Required action> Scan the lines below; pull out those with "graph".

Data for this exercise>
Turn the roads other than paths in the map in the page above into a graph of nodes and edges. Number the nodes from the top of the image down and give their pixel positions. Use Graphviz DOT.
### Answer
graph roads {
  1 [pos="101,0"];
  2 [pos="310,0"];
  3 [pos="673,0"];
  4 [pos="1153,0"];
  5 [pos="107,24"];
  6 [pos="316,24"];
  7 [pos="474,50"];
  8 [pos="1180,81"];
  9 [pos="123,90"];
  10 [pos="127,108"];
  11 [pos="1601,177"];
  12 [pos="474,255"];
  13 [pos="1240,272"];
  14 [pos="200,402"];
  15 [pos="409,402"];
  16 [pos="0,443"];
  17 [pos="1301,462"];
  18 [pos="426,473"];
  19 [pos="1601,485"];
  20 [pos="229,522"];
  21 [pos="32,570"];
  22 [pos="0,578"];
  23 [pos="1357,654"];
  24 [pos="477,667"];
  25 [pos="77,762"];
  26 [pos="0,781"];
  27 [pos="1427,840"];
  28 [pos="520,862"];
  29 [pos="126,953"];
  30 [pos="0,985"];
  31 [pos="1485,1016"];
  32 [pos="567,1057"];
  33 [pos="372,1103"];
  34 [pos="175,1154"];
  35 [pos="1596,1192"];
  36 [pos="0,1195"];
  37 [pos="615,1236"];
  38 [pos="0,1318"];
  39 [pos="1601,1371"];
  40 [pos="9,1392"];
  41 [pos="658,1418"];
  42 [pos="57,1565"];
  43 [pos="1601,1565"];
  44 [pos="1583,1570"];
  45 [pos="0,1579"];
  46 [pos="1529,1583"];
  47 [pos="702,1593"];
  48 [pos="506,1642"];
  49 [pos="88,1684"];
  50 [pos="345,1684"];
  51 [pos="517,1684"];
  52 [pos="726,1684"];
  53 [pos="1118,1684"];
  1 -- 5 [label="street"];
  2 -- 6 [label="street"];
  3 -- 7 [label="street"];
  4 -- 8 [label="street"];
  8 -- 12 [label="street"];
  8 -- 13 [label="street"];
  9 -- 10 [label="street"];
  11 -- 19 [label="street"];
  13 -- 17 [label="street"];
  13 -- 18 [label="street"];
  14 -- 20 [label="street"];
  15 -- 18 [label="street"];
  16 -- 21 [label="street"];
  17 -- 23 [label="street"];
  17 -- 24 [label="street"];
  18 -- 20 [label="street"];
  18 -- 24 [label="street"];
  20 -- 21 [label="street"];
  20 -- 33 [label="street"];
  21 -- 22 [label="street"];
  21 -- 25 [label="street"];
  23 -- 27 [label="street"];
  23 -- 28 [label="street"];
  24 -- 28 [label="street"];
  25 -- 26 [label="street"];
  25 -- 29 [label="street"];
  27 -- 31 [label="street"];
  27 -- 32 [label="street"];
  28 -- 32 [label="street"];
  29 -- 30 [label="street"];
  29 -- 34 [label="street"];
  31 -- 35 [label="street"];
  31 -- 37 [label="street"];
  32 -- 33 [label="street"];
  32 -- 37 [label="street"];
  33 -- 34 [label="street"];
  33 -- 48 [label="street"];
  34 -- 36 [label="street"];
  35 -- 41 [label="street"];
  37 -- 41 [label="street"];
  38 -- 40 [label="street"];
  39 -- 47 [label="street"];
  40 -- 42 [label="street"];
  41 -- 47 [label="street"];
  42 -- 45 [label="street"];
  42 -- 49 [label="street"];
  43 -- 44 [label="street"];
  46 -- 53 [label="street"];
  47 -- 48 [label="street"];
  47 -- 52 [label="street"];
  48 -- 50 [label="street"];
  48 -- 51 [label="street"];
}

Exercise output>
Turn the roads other than paths in the map in the page above into a graph of nodes and edges. Number the nodes from the top of the image down and give their pixel positions. Use Graphviz DOT.
graph roads {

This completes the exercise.